Julius C. Hoffmayr’s obituary, The Nonpareil archives, city directories and Ancestry.com provide the highlights of his long and productive life.
Born in Prussia in 1834 to Charles and Emma (Von Treskow) Hoffmayr, he was educated at home until age 10 and attended public schools at Frankfort until the age of 14. He then went to work in the machine shops — first at Landsburg for a year, and at the locomotive works at Borsig — the largest of its kind in the country — at Berlin.

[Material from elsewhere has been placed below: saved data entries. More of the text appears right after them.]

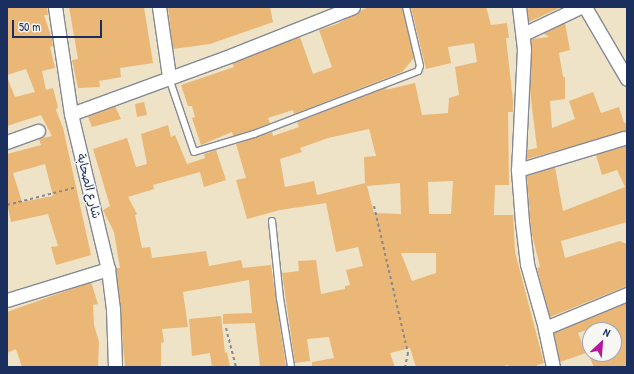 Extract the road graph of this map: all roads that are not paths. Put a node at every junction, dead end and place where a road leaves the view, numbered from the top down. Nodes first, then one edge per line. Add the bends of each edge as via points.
1 (55, 7) edge
2 (159, 7) edge
3 (353, 7) edge
4 (406, 7) edge
5 (519, 7) edge
6 (580, 7) edge
7 (585, 7) edge
8 (523, 34) junction
9 (169, 76) junction
10 (627, 78) edge
11 (71, 114) junction
12 (38, 131) dead end
13 (624, 138) dead end
14 (7, 142) edge
15 (518, 170) junction
16 (272, 221) dead end
17 (108, 269) junction
18 (627, 294) edge
19 (7, 300) edge
20 (545, 328) junction
21 (116, 367) edge
22 (291, 367) edge
23 (553, 367) edge

1 - 11 street, شارع الصحابة
2 - 9 street
3 - 9 street via 232,55
4 - 9 lane via 420,66 418,71 296,118 194,152
5 - 8 street
6 - 8 street
7 - 10 street
8 - 15 street
9 - 11 street
11 - 17 street, شارع الصحابة via 90,184
12 - 14 street
13 - 15 street
15 - 20 street via 527,264
16 - 22 lane via 280,298
17 - 19 street
17 - 21 street, شارع الصحابة
18 - 20 street
20 - 23 street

At age 16, he was hired by the Berlin & Stettin Railroad and learned to actually run the locomotives he had learned to build and maintain. After becoming an engineer, he went to work for the government railroad system between Berlin and St. Petersburg, was employed in locating and building the railroad bridges, and surveying and locating the road to Koenigsberg. On completion of the road, at age 17, he was given control of the first engine over the road to Koenigsberg.

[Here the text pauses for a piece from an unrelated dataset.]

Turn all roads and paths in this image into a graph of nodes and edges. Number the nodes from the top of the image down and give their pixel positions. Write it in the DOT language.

“A few days after the appointment, he was given the first train, the inauguration train, with the King of Prussia on board, who opened the road. This was considered a great honor, as he won the place in competition with the older engineers of the road.
“He attended the polytechnic school at Berlin for a time and was then sent by his government to study the English methods of locomotive construction. Later, he was placed in the engineering corps of the royal navy and cruised along the Mediterranean coast subduing pirates on the North African coast and around the Cape of Good Hope to the East Indies. Then he returned home.” (Obituary, The Nonpareil, March 18, 1918)
In June of 1855, Julius Hoffmayr came to America with Charles Seeger, the chief engineer of the eastern division of Prussian railroads. They landed at St. Mary in Mills County.
“St. Mary flourished on the Iowa side of the Missouri River about three miles south of Bellevue, Nebraska. The town of St. Mary was founded in 1836 by Peter Sarpy and several other men. St. Mary was a thriving town second only to Glenwood in importance and size.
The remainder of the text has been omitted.